BEGIN Given data

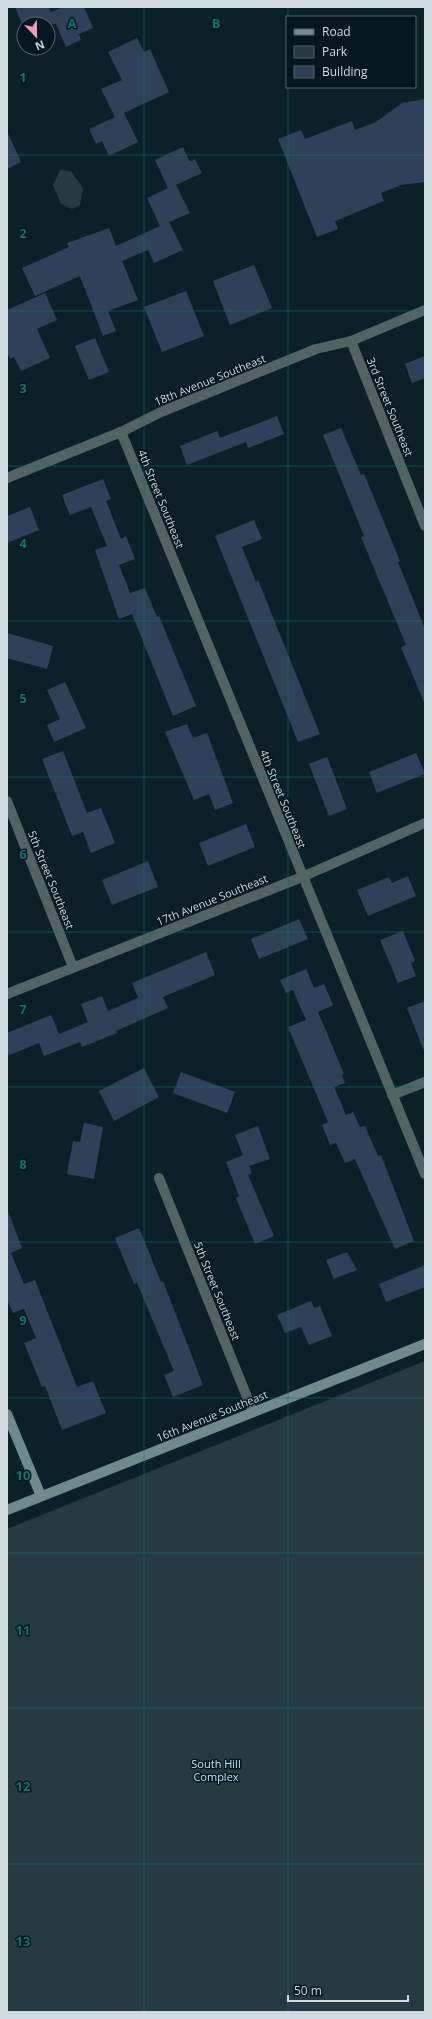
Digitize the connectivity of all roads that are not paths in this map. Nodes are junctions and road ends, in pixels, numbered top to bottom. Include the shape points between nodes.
1 (425, 310) edge
2 (351, 341) junction
3 (121, 432) junction
4 (7, 478) edge
5 (425, 526) edge
6 (7, 801) edge
7 (425, 823) edge
8 (302, 877) junction
9 (73, 967) junction
10 (7, 994) edge
11 (425, 1082) edge
12 (392, 1095) junction
13 (425, 1174) edge
14 (159, 1178) dead end
15 (425, 1344) edge
16 (253, 1412) junction
17 (7, 1414) edge
18 (41, 1496) junction
19 (7, 1510) edge

1 - 2 street, 18th Avenue Southeast
2 - 3 street, 18th Avenue Southeast via 316,349 161,412
2 - 5 street, 3rd Street Southeast
3 - 4 street, 18th Avenue Southeast
3 - 8 street, 4th Street Southeast
6 - 9 street, 5th Street Southeast
7 - 8 street, 17th Avenue Southeast
8 - 9 street, 17th Avenue Southeast
8 - 12 street, 4th Street Southeast
9 - 10 street, 17th Avenue Southeast
11 - 12 street
12 - 13 street, 4th Street Southeast
14 - 16 street, 5th Street Southeast
15 - 16 street, 16th Avenue Southeast
16 - 18 street, 16th Avenue Southeast
17 - 18 street
18 - 19 street, 16th Avenue Southeast

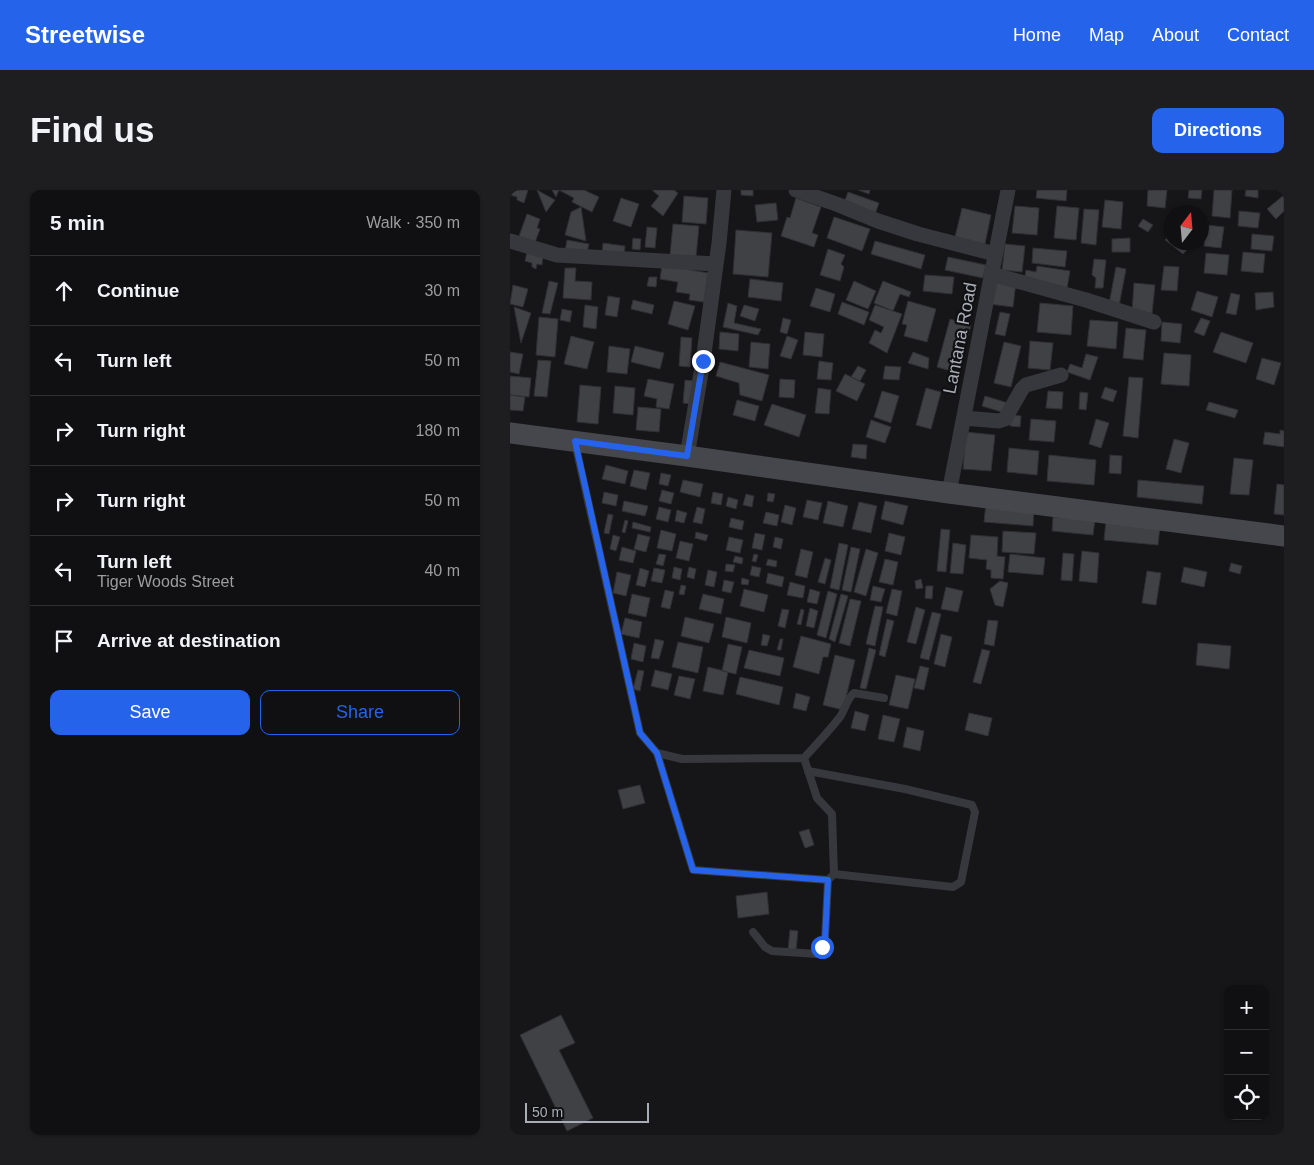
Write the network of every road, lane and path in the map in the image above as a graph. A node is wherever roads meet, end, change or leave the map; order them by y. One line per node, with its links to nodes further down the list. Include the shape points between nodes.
1 (724, 190): 6 (street)
2 (796, 190): 5 (street, via 918,234)
3 (1008, 190): 5 (street, Lantana Road)
4 (510, 241): 6 (street, via 557,255)
5 (995, 254): 7 (street, Lantana Road)
6 (716, 264): 13 (street)
7 (991, 274): 8 (street); 10 (street, Lantana Road)
8 (1154, 322)
9 (1061, 375): 10 (street, via 1026,385 1005,419)
10 (964, 418): 14 (street, Lantana Road)
11 (510, 433): 12 (street)
12 (575, 441): 13 (street); 17 (lane, via 640,733)
13 (687, 456): 14 (street)
14 (949, 492): 15 (street)
15 (1284, 536)
16 (884, 698): 18 (lane, via 851,695 840,718)
17 (657, 753): 18 (lane, via 682,759); 20 (lane, via 693,870)
18 (804, 758): 19 (lane)
19 (808, 771): 20 (lane, via 817,798 832,814); 20 (lane, via 972,805 975,812 961,882 953,887)
20 (831, 877): 21 (lane, via 825,939 817,954 772,951)
21 (753, 932)

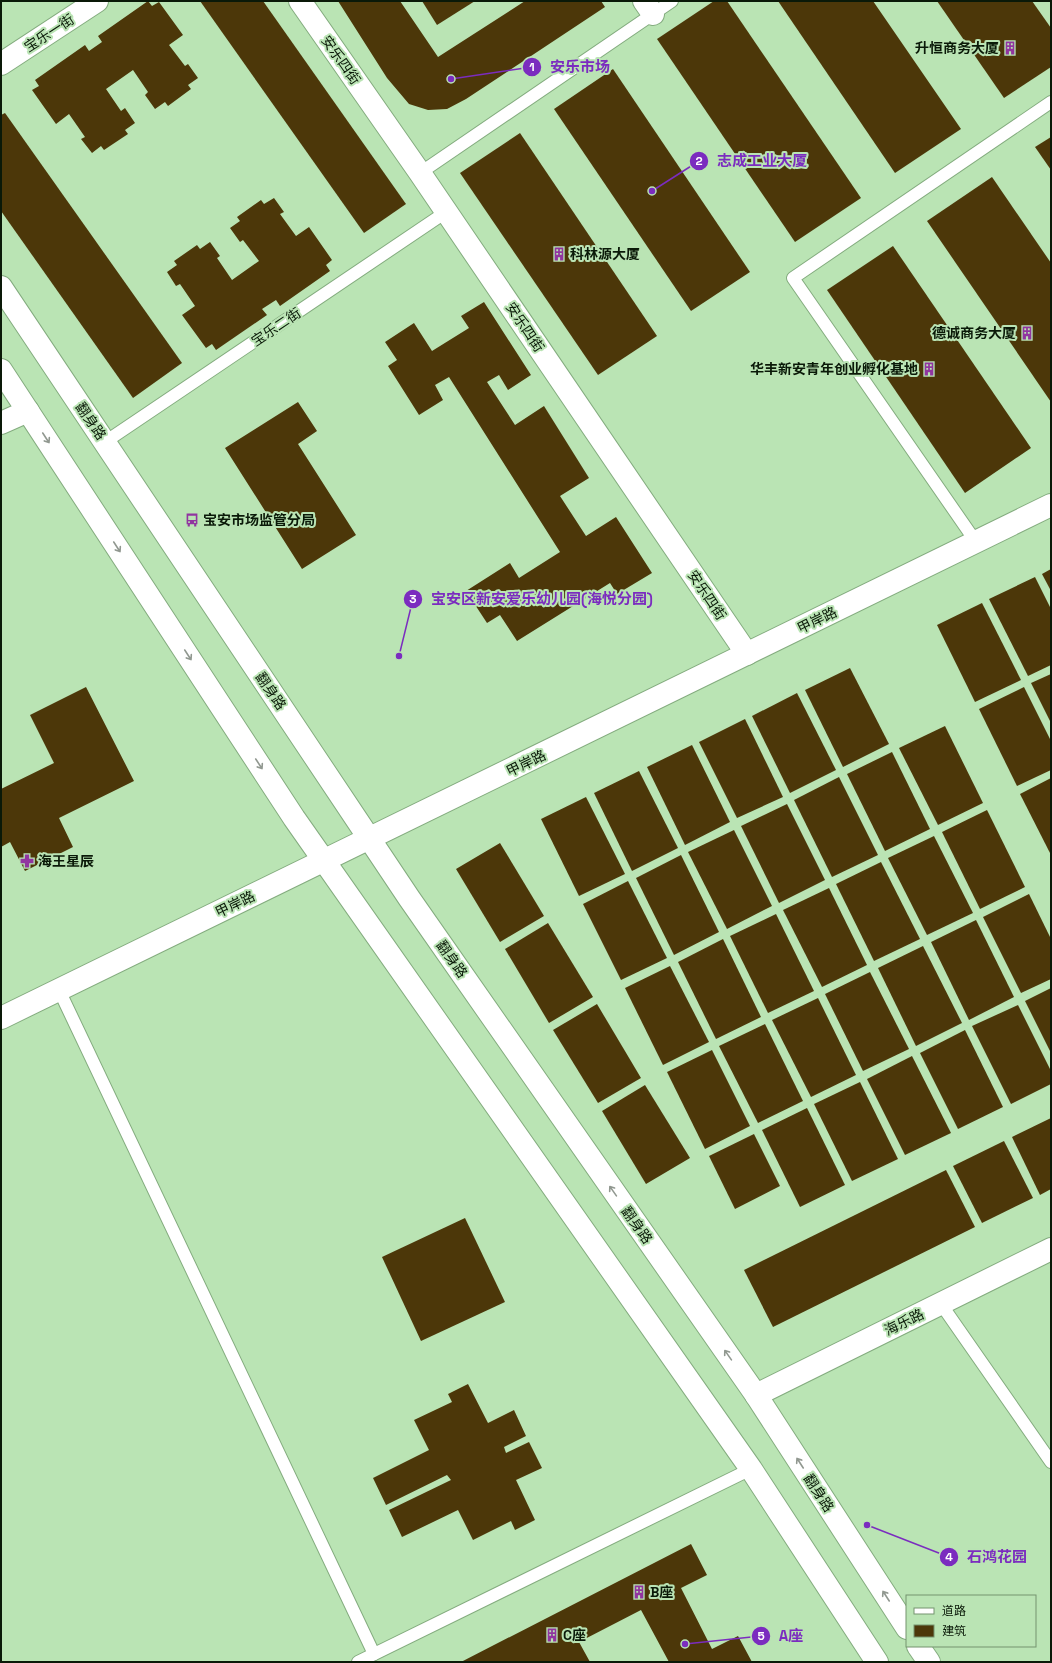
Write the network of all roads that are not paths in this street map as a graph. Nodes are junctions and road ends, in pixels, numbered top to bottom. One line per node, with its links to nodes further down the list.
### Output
1 (97, 1): 5 (main road, 宝乐一街)
2 (300, 1): 7 (main road, 安乐四街)
3 (672, 1): 4 (lane)
4 (649, 7): 7 (lane)
5 (1, 64)
6 (1051, 102): 15 (lane)
7 (420, 173): 8 (main road, 安乐四街)
8 (446, 212): 13 (lane, 宝乐二街); 16 (main road, 安乐四街)
9 (1, 287): 13 (main road, 翻身路)
10 (1, 370): 11 (main road)
11 (28, 411): 12 (main road); 18 (main road, one-way to 18)
12 (1, 423)
13 (105, 442): 17 (main road, 翻身路)
14 (1051, 505): 15 (main road, 甲岸路)
15 (976, 542): 16 (main road, 甲岸路)
16 (747, 654): 17 (main road, 甲岸路)
17 (370, 839): 18 (main road, 甲岸路); 23 (main road, 翻身路, one-way to 17)
18 (324, 861): 19 (main road, 甲岸路); 25 (main road)
19 (59, 990): 20 (main road, 甲岸路); 28 (lane)
20 (1, 1018)
21 (1051, 1249): 22 (main road, 海乐路)
22 (942, 1304): 23 (main road, 海乐路); 24 (lane)
23 (756, 1395): 26 (main road, 翻身路, one-way to 23)
24 (1051, 1462)
25 (751, 1469): 28 (lane); 29 (main road)
26 (906, 1626)
27 (919, 1647): 31 (main road)
28 (374, 1654): 30 (lane)
29 (875, 1661)
30 (358, 1662)
31 (929, 1662)

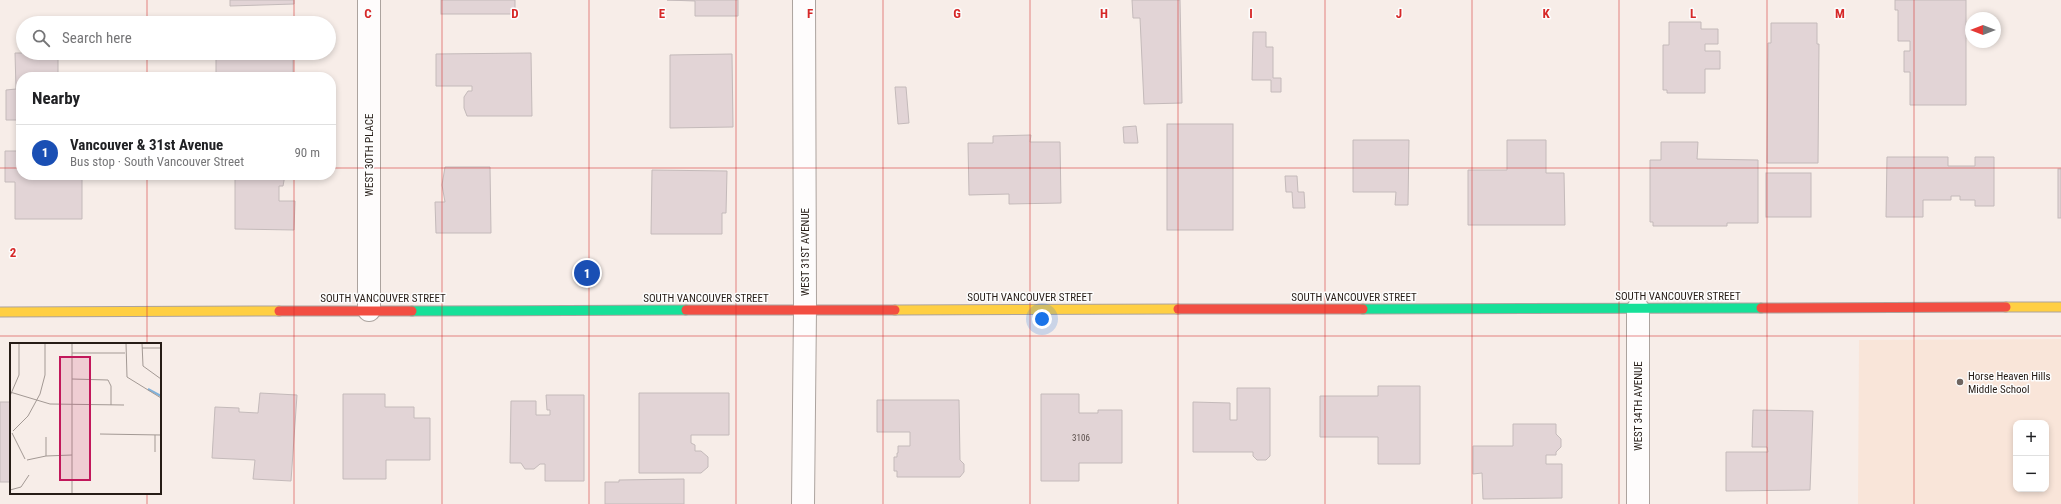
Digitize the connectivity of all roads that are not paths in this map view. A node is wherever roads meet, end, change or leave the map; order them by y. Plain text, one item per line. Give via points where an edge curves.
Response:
1 (369, 0) edge
2 (804, 0) edge
3 (2061, 307) edge
4 (805, 309) junction
5 (1638, 309) junction
6 (369, 310) junction
7 (0, 312) edge
8 (803, 504) edge
9 (1638, 504) edge

1 - 6 street, WEST 30TH PLACE
2 - 4 street, WEST 31ST AVENUE
3 - 5 street, SOUTH VANCOUVER STREET
4 - 5 street, SOUTH VANCOUVER STREET
4 - 6 street, SOUTH VANCOUVER STREET
4 - 8 street, WEST 31ST AVENUE
5 - 9 street, WEST 34TH AVENUE
6 - 7 street, SOUTH VANCOUVER STREET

END Given data

Assignment:
Please copy the data above exactly, omitting the pictures.

Solution to this exercise:
Digitize the connectivity of all roads that are not paths in this map. Nodes are junctions and road ends, in pixels, numbered top to bottom. Include the shape points between nodes.
1 (425, 310) edge
2 (351, 341) junction
3 (121, 432) junction
4 (7, 478) edge
5 (425, 526) edge
6 (7, 801) edge
7 (425, 823) edge
8 (302, 877) junction
9 (73, 967) junction
10 (7, 994) edge
11 (425, 1082) edge
12 (392, 1095) junction
13 (425, 1174) edge
14 (159, 1178) dead end
15 (425, 1344) edge
16 (253, 1412) junction
17 (7, 1414) edge
18 (41, 1496) junction
19 (7, 1510) edge

1 - 2 street, 18th Avenue Southeast
2 - 3 street, 18th Avenue Southeast via 316,349 161,412
2 - 5 street, 3rd Street Southeast
3 - 4 street, 18th Avenue Southeast
3 - 8 street, 4th Street Southeast
6 - 9 street, 5th Street Southeast
7 - 8 street, 17th Avenue Southeast
8 - 9 street, 17th Avenue Southeast
8 - 12 street, 4th Street Southeast
9 - 10 street, 17th Avenue Southeast
11 - 12 street
12 - 13 street, 4th Street Southeast
14 - 16 street, 5th Street Southeast
15 - 16 street, 16th Avenue Southeast
16 - 18 street, 16th Avenue Southeast
17 - 18 street
18 - 19 street, 16th Avenue Southeast

Write the network of every road, lane and path in the map in the image above as a graph. A node is wherever roads meet, end, change or leave the map; order them by y. One line per node, with its links to nodes further down the list. Include the shape points between nodes.
1 (724, 190): 6 (street)
2 (796, 190): 5 (street, via 918,234)
3 (1008, 190): 5 (street, Lantana Road)
4 (510, 241): 6 (street, via 557,255)
5 (995, 254): 7 (street, Lantana Road)
6 (716, 264): 13 (street)
7 (991, 274): 8 (street); 10 (street, Lantana Road)
8 (1154, 322)
9 (1061, 375): 10 (street, via 1026,385 1005,419)
10 (964, 418): 14 (street, Lantana Road)
11 (510, 433): 12 (street)
12 (575, 441): 13 (street); 17 (lane, via 640,733)
13 (687, 456): 14 (street)
14 (949, 492): 15 (street)
15 (1284, 536)
16 (884, 698): 18 (lane, via 851,695 840,718)
17 (657, 753): 18 (lane, via 682,759); 20 (lane, via 693,870)
18 (804, 758): 19 (lane)
19 (808, 771): 20 (lane, via 817,798 832,814); 20 (lane, via 972,805 975,812 961,882 953,887)
20 (831, 877): 21 (lane, via 825,939 817,954 772,951)
21 (753, 932)

Write the network of all roads that are not paths in this street map as a graph. Nodes are junctions and road ends, in pixels, numbered top to bottom. One line per node, with its links to nodes further down the list.
### Output
1 (97, 1): 5 (main road, 宝乐一街)
2 (300, 1): 7 (main road, 安乐四街)
3 (672, 1): 4 (lane)
4 (649, 7): 7 (lane)
5 (1, 64)
6 (1051, 102): 15 (lane)
7 (420, 173): 8 (main road, 安乐四街)
8 (446, 212): 13 (lane, 宝乐二街); 16 (main road, 安乐四街)
9 (1, 287): 13 (main road, 翻身路)
10 (1, 370): 11 (main road)
11 (28, 411): 12 (main road); 18 (main road, one-way to 18)
12 (1, 423)
13 (105, 442): 17 (main road, 翻身路)
14 (1051, 505): 15 (main road, 甲岸路)
15 (976, 542): 16 (main road, 甲岸路)
16 (747, 654): 17 (main road, 甲岸路)
17 (370, 839): 18 (main road, 甲岸路); 23 (main road, 翻身路, one-way to 17)
18 (324, 861): 19 (main road, 甲岸路); 25 (main road)
19 (59, 990): 20 (main road, 甲岸路); 28 (lane)
20 (1, 1018)
21 (1051, 1249): 22 (main road, 海乐路)
22 (942, 1304): 23 (main road, 海乐路); 24 (lane)
23 (756, 1395): 26 (main road, 翻身路, one-way to 23)
24 (1051, 1462)
25 (751, 1469): 28 (lane); 29 (main road)
26 (906, 1626)
27 (919, 1647): 31 (main road)
28 (374, 1654): 30 (lane)
29 (875, 1661)
30 (358, 1662)
31 (929, 1662)

Digitize the connectivity of all roads that are not paths in this map view. A node is wherever roads meet, end, change or leave the map; order them by y. Plain text, one item per line. Give via points where an edge curves.
Response:
1 (369, 0) edge
2 (804, 0) edge
3 (2061, 307) edge
4 (805, 309) junction
5 (1638, 309) junction
6 (369, 310) junction
7 (0, 312) edge
8 (803, 504) edge
9 (1638, 504) edge

1 - 6 street, WEST 30TH PLACE
2 - 4 street, WEST 31ST AVENUE
3 - 5 street, SOUTH VANCOUVER STREET
4 - 5 street, SOUTH VANCOUVER STREET
4 - 6 street, SOUTH VANCOUVER STREET
4 - 8 street, WEST 31ST AVENUE
5 - 9 street, WEST 34TH AVENUE
6 - 7 street, SOUTH VANCOUVER STREET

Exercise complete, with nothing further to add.